9. You must have a good credit score to qualify. There are only two primary requirements you must meet to qualify. The borrower must be at least 62 years of age and the property must be their primary residence. Your credit history or financial status is of little importance to the lender.
10. Loan balance will exceed property value. It is possible in some instances that the value of the loan is higher than the value of the property. The difference is forgiven. Heirs or the estate are not responsible to make up the difference.
11. Only financially strapped seniors would consider getting a reverse mortgage. The idea that only desperate seniors in need of cash are the only ones who get these loans is completely incorrect. Many seniors find these loans are a great financial planning tool using the money to enhance their retirement years.

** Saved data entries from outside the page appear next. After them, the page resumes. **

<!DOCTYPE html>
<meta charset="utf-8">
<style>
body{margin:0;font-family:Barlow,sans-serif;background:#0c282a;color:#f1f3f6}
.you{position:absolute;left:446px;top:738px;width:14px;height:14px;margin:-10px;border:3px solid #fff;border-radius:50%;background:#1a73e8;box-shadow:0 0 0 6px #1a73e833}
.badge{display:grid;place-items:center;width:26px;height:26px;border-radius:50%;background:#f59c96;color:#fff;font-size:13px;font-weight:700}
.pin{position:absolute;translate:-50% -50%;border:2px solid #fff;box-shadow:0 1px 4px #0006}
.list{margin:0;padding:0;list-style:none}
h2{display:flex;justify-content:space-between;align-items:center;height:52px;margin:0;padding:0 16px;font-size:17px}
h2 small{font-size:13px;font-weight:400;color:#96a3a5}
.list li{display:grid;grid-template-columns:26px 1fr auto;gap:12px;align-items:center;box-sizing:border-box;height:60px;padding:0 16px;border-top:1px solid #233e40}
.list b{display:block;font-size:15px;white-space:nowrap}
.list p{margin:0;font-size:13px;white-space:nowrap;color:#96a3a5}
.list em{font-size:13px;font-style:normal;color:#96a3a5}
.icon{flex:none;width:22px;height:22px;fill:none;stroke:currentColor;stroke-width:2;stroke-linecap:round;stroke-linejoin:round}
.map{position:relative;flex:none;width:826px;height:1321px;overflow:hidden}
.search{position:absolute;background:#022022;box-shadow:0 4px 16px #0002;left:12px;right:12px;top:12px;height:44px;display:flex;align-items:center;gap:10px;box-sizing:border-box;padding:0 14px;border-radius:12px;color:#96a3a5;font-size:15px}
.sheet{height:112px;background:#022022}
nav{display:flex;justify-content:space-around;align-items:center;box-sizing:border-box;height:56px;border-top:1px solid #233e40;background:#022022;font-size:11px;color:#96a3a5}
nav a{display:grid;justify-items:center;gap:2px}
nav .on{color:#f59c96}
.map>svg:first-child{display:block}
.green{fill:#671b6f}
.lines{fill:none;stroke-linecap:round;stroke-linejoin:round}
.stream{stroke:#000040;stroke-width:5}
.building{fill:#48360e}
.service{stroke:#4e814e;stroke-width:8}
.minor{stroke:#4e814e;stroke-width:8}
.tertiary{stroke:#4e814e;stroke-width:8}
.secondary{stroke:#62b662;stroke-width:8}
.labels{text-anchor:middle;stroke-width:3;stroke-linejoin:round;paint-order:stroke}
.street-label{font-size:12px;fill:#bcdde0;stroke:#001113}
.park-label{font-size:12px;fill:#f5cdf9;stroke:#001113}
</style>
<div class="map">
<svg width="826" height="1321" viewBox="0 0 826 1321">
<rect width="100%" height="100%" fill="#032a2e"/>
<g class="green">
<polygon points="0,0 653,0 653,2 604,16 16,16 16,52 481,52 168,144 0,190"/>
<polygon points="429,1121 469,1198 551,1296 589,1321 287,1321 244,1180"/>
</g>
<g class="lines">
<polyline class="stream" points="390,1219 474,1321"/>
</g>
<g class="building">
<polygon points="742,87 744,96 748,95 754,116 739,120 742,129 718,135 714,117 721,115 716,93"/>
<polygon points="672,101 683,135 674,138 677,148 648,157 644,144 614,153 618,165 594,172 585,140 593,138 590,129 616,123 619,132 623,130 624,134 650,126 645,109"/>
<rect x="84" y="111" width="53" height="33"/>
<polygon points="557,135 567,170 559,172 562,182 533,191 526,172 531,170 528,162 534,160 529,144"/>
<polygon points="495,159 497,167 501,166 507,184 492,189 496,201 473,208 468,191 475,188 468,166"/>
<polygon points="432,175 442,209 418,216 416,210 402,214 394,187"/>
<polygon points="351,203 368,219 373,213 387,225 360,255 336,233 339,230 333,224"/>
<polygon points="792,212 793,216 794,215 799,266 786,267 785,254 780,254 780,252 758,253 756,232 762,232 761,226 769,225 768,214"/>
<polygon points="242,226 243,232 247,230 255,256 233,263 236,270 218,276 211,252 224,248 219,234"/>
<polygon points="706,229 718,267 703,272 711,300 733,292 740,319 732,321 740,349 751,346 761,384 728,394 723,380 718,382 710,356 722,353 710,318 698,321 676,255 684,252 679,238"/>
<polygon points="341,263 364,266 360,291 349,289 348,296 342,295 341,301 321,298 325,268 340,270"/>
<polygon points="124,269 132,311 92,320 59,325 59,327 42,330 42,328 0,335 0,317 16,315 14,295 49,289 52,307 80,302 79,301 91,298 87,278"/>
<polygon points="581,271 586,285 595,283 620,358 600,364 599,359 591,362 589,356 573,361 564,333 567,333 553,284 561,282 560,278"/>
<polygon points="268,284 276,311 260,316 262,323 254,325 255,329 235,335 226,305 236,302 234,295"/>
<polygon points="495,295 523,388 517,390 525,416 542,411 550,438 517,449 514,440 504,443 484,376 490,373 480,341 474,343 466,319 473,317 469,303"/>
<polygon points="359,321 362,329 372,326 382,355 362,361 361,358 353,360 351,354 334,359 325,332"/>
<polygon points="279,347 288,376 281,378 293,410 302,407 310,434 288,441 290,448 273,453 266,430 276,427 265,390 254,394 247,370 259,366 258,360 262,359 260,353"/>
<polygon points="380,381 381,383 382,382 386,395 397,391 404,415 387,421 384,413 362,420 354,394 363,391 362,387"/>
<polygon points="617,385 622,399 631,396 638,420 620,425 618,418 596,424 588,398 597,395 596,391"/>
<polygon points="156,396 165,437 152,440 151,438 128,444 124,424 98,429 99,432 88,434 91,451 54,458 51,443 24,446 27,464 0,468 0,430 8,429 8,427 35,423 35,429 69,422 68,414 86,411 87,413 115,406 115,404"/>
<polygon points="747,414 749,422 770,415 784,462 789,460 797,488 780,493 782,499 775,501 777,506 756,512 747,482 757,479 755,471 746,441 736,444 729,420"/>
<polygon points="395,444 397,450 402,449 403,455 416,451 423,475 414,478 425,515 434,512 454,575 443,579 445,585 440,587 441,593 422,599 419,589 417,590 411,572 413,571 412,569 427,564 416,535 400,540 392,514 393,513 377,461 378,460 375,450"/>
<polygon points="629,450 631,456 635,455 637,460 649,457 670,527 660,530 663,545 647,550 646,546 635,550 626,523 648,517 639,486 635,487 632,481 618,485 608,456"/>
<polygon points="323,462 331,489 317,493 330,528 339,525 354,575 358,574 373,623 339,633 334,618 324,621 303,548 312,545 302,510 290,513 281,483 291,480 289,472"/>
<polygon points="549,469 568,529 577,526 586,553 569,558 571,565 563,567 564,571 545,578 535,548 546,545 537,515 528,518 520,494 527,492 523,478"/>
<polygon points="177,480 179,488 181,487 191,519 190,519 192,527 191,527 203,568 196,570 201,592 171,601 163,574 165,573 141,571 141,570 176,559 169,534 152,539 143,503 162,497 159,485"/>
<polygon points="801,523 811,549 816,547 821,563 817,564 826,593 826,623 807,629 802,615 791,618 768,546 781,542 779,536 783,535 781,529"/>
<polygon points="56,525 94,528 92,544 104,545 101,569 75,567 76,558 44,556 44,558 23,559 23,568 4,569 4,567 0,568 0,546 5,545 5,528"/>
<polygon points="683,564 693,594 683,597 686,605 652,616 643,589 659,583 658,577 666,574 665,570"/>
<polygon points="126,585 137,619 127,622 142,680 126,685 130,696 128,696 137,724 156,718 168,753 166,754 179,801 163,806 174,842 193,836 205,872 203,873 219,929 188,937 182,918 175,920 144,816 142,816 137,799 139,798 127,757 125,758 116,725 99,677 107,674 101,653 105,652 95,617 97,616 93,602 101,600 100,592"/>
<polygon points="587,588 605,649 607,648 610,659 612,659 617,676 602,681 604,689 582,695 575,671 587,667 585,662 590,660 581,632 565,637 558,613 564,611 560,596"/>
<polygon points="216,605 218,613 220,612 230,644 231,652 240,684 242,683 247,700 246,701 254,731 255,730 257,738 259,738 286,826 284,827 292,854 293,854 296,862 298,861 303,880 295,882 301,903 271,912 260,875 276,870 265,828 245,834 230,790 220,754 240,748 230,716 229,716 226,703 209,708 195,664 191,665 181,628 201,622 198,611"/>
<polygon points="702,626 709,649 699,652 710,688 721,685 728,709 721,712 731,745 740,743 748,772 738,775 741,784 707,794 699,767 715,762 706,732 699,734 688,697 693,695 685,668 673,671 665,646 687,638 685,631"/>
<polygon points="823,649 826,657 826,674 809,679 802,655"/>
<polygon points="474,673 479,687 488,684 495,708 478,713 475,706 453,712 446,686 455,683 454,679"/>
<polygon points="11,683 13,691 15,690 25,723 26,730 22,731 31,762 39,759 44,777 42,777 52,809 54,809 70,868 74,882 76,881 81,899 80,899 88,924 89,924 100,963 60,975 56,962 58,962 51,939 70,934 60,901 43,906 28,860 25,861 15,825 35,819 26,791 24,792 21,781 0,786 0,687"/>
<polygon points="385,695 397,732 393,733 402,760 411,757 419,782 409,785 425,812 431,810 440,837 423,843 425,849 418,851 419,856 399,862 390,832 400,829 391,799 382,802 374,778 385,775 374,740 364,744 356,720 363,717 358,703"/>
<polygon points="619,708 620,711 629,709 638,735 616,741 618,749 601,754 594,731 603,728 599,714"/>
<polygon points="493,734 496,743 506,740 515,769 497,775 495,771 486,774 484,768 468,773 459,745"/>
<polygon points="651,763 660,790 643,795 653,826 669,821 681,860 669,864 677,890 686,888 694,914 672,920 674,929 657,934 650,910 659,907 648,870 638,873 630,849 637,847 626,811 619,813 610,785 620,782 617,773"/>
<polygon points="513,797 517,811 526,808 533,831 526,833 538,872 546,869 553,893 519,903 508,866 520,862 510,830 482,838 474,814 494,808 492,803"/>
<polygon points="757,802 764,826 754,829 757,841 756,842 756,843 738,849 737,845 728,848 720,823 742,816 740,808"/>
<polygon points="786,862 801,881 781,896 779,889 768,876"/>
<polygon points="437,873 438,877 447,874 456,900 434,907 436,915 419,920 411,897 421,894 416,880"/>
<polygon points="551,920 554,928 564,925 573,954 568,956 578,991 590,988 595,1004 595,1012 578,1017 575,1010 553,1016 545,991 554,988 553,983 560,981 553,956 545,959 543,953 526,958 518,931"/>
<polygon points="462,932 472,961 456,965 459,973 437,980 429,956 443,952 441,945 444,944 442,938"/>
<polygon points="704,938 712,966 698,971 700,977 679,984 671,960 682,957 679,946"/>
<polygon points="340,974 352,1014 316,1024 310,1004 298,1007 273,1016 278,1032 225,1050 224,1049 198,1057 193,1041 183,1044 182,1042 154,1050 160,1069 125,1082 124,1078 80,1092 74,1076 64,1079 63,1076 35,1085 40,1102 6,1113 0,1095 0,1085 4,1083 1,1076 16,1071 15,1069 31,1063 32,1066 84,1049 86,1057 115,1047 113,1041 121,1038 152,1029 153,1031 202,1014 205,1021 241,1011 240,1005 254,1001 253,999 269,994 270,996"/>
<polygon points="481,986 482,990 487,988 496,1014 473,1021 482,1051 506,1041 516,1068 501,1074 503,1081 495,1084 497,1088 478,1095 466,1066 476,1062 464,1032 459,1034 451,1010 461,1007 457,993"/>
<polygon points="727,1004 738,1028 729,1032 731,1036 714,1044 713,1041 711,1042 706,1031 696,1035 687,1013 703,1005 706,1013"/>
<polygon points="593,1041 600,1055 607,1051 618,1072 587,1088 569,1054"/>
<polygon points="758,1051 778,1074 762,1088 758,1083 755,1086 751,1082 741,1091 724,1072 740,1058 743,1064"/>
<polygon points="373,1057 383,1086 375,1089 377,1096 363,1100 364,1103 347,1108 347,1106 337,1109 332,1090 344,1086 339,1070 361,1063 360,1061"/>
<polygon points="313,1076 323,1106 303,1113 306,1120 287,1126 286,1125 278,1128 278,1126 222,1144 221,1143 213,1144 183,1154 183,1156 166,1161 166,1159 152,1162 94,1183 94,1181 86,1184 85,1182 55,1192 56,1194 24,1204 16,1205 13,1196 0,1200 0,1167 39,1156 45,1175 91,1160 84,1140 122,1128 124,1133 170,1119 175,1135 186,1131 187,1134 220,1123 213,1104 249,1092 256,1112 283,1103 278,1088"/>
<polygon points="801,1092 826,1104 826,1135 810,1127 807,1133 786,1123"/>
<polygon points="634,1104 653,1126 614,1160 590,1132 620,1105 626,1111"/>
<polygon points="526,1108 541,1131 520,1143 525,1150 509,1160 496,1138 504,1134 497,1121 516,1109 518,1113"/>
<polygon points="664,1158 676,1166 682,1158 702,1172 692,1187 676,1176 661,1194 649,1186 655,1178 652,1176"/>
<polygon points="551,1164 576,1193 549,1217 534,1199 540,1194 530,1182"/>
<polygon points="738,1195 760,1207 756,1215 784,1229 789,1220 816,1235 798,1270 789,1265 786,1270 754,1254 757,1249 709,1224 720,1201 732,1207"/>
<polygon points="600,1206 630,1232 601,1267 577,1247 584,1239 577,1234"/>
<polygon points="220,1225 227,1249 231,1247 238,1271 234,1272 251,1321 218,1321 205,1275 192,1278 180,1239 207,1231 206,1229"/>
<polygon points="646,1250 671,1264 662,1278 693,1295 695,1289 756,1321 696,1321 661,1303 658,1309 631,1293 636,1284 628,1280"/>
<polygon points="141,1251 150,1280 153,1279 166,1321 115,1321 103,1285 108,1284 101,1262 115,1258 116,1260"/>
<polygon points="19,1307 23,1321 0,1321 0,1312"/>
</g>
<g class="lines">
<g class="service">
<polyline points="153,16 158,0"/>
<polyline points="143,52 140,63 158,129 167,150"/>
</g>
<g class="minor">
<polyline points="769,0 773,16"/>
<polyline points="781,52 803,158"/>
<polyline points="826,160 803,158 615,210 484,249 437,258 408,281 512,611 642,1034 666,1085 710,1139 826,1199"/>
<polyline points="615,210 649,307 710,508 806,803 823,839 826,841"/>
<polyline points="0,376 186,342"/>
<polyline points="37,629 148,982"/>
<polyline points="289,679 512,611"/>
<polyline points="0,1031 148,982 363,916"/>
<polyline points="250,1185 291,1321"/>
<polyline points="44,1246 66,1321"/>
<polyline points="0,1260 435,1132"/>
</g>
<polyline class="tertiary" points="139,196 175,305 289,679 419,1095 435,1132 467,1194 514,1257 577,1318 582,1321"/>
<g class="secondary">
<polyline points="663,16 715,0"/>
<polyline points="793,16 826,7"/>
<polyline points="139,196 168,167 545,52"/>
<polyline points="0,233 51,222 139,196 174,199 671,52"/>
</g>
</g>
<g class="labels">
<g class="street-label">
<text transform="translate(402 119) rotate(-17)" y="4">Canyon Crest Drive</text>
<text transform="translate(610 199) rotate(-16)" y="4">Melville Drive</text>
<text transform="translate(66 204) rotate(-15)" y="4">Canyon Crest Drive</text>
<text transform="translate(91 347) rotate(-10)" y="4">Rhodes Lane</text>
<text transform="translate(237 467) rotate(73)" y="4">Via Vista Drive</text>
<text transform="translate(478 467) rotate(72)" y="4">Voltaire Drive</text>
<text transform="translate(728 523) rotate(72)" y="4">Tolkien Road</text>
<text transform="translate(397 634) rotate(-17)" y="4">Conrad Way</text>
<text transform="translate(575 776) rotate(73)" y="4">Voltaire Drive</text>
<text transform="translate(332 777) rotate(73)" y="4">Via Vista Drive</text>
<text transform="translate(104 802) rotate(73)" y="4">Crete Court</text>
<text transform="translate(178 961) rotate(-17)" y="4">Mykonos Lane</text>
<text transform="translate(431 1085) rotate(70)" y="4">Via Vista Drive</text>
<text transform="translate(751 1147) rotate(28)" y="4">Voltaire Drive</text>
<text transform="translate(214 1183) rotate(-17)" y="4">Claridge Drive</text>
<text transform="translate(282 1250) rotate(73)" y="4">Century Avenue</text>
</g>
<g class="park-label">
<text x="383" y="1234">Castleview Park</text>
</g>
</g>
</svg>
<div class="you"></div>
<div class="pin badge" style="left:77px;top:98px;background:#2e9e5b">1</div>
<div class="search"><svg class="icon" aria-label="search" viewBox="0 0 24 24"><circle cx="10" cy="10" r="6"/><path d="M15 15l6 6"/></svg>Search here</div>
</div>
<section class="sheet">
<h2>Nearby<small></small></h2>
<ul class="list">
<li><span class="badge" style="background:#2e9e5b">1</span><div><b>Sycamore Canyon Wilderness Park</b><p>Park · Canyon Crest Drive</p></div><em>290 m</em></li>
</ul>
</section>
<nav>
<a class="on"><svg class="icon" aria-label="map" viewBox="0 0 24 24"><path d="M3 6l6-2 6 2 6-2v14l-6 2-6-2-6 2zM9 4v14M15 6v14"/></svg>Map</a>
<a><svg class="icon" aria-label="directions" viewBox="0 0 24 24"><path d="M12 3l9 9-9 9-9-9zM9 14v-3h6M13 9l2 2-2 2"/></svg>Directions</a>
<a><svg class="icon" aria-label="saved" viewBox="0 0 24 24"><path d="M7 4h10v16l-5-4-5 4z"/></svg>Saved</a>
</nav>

12. Once the Loan is due the bank will sell the property. Once the time comes for the loan to be re-paid you or your heirs have a choice of paying off the balance and retaining the property or selling the home and using the proceeds to pay the loan off. The lender will not force you to sell the home.
13. My Medicare or social security income will be affected. Social Security and or Medicare benefits are not impacted by receiving this type of loan because they are not viewed as income.
14. There are rule requirements governing how the loan monies can be used. There are no rules that tell you how or where you can spend the money you receive. Those decisions are entirely up to you.
15. Once the home is sold any leftover funds go to the lender. Once the loan has been repaid any and all leftover funds go back to the borrower or to their heirs.
Many of these reverse mortgage myths consumers have come from fear or misinterpretation about how these loans work. Once a consumer understands the benefit’s they can make better informed decisions.